Interview with Brenda Grace de Jong

When you’re not writing, how do you spend your time?
I have been a long-distance runner for many years, so that stops the noise in my head from taking over.
Do you remember the first story you ever wrote?
Yes, and I think I may have it somewhere. I think I was in perhaps third grade and I remember I got an A. Then I did not write for many, many years, which I now find sad.
What is your writing process?
I much prefer to hand write my work and transfer it onto my laptop much later. I know it is very impractical, but it has a much different voice when it is written pen to paper. It eliminates the temptation to edit while writing, and I feel it is purer and more genuine when I do it that way.
Do you remember the first story you ever read, and the impact it had on you?
Probably something by either Steinbeck or Hawthorne.

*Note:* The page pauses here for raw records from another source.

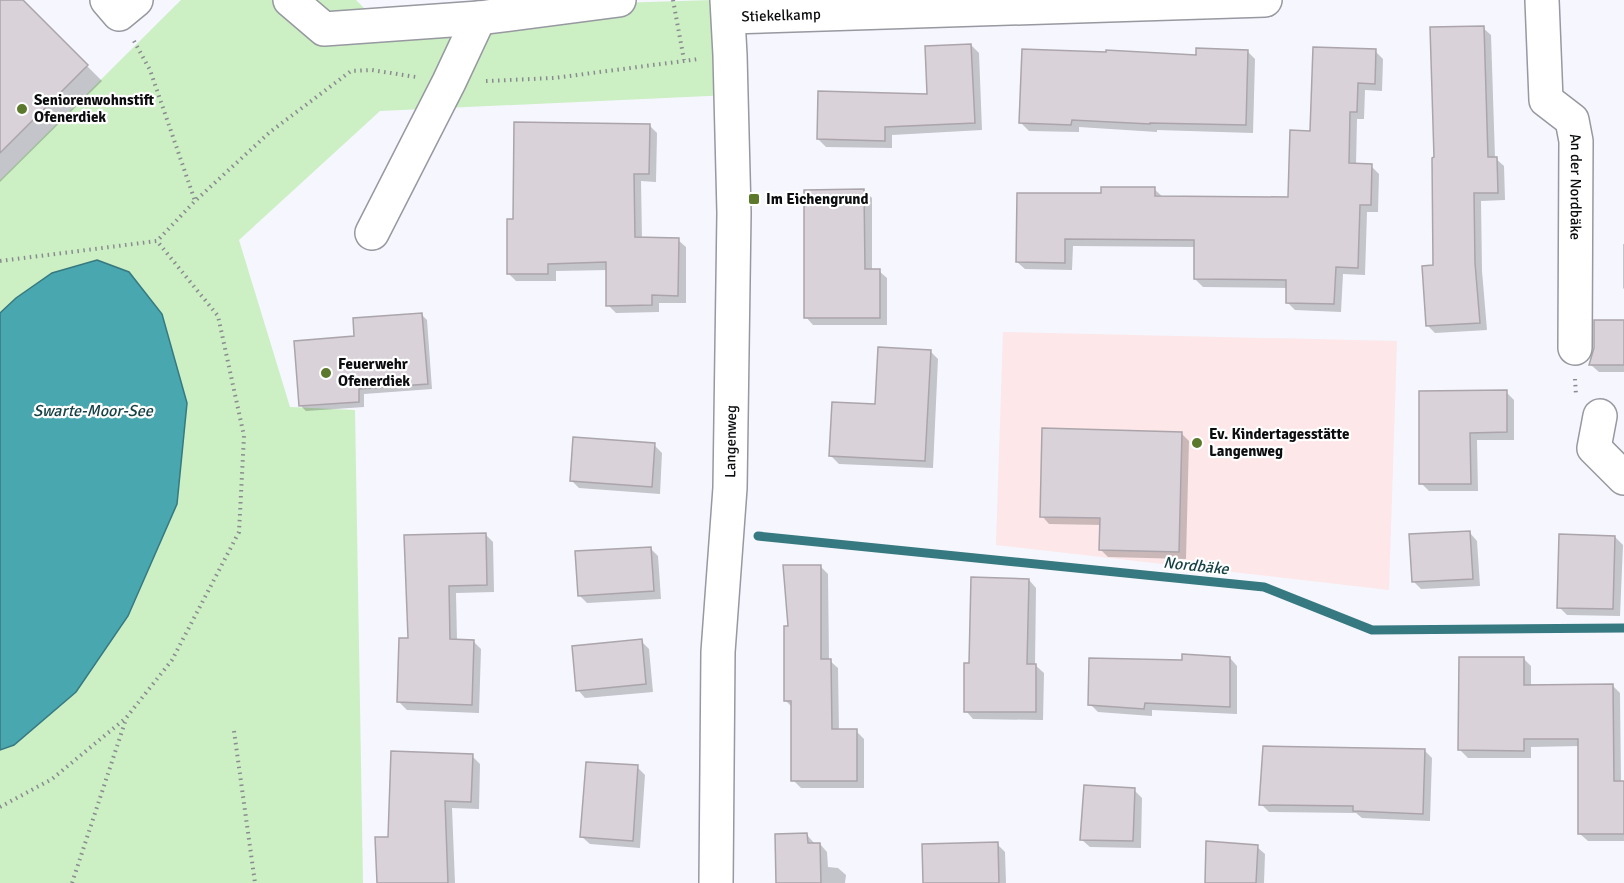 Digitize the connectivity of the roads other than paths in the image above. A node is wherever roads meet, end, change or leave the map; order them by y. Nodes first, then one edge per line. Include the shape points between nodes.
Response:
1 (290, 0) edge
2 (619, 0) edge
3 (1265, 0) edge
4 (1542, 0) edge
5 (728, 8) edge
6 (478, 18) junction
7 (372, 233) dead end
8 (1575, 348) dead end
9 (1600, 416) dead end
10 (1624, 478) edge
11 (717, 883) edge

1 - 6 street via 324,29
2 - 6 street
3 - 5 street, Stiekelkamp
4 - 8 street, An der Nordbäke via 1546,100 1572,120 1576,141
5 - 11 street, Langenweg via 734,213 730,488 718,652
6 - 7 street
9 - 10 street via 1594,448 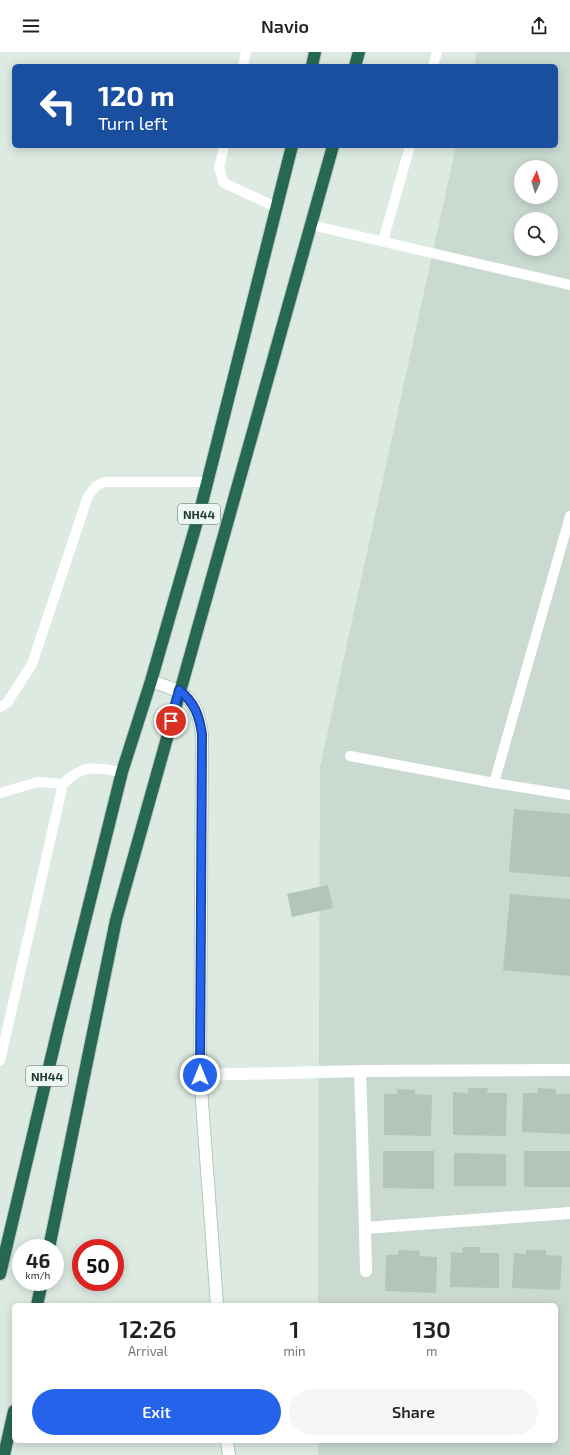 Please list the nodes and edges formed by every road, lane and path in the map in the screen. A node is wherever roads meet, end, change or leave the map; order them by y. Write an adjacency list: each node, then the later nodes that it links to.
1 (246, 52): 5 (lane)
2 (315, 52): 6 (highway)
3 (359, 52): 7 (highway)
4 (437, 52): 8 (lane)
5 (243, 64)
6 (312, 64)
7 (356, 64)
8 (434, 64)
9 (224, 148): 13 (lane)
10 (291, 148): 13 (highway, NH44)
11 (332, 148): 14 (highway, NH44)
12 (409, 148): 15 (lane)
13 (276, 207): 17 (highway, NH44)
14 (311, 225): 15 (lane); 20 (highway, NH44)
15 (383, 241): 16 (lane)
16 (570, 285)
17 (207, 482): 19 (highway, NH44); 21 (lane)
18 (570, 516): 25 (lane)
19 (151, 681): 20 (street); 23 (highway, NH44)
20 (179, 690): 31 (street); 34 (highway, NH44)
21 (0, 708)
22 (350, 756): 25 (lane)
23 (122, 772): 24 (lane); 36 (highway, NH44)
24 (63, 784): 26 (lane); 28 (lane)
25 (494, 784): 27 (lane)
26 (0, 792)
27 (570, 795)
28 (0, 1062)
29 (570, 1070): 30 (street)
30 (360, 1071): 31 (street); 33 (street)
31 (200, 1075): 39 (street)
32 (570, 1213): 33 (street)
33 (365, 1228): 35 (street)
34 (51, 1239)
35 (366, 1271)
36 (0, 1274)
37 (40, 1291): 38 (highway)
38 (37, 1303)
39 (217, 1303)
40 (12, 1420): 42 (highway)
41 (227, 1443): 43 (street)
42 (4, 1455)
43 (228, 1455)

I was drawn to their works. Also Poe for my teenage angst years.
How do you approach cover design?
I usually have an idea of what I want based on the story. I work with a wonderful artist who captures my thoughts and emotions, as well as a graphic artist who chooses the layout and puts it all together.
What are your five favorite books, and why?
Illusions by Richard Bach for its wisdom.
The Alienist by Caleb Carr. I love the way he blends history and fiction.
Dutchman Historical Mystery Series by Mann Meyers for its historical view of NYC before it was New York.
Pride and Prejudice by Jane Austen for the romance.
The Woman in Black by Susan Hill because it is the scariest book I have ever read.
What do you read for pleasure?
Pretty much anything; I don’t have a specific genre that I favor. It depends on what mood I am in when I select it.
What is your e-reading device of choice?
I just got a Kindle Paperwhite to be able to read in the daylight.
What book marketing techniques have been most effective for you?
Public media and dropping copies in airports, hotels, etc.
Describe your desk
I actually wrote a short story on it entitled, “This Old Desk”.
Where did you grow up, and how did this influence your writing?
I grew up in Brooklyn in an old brownstone that had long, dark hallways and rooms that were odd. This setting got my imagination in gear and paved the way for me. Also, my mother predicted that I would become an author although I wanted to study law.
When did you first start writing?
I have always written, but it was not until about ten years ago that I became serious about it and began identifying as an author.
What’s the story behind your latest book?
The back story to “My Name is Elpee” is complicated, but the story itself is a whimsical and deep journey to find one’s identity.
What motivated you to become an indie author?
Time, or lack thereof. Like most indie authors, we often have day jobs and lives other than banging away at a keyboard. I simply could not bring myself to split myself even more and solicit publishing houses or literary agents with query letters and sample pieces.
What is the greatest joy of writing for you?
Honestly, seeing my name in print after all those hours creating a story or a book.
What do your fans mean to you?
Honor and Validation. The fact that anyone would follow my work is truly an honor and validation that just maybe I got this writing thing going on.
What are you working on next?
Another novel, which is very different than the Trilogy. It is a story of two people who are completely opposite of each other and the love affair they begin and struggle to maintain.
Who are your favorite authors?
Too many to list without leaving out a few.
What inspires you to get out of bed each day?
How do you discover the ebooks you read?
By scanning sites for what is new and exciting and upon recommendations.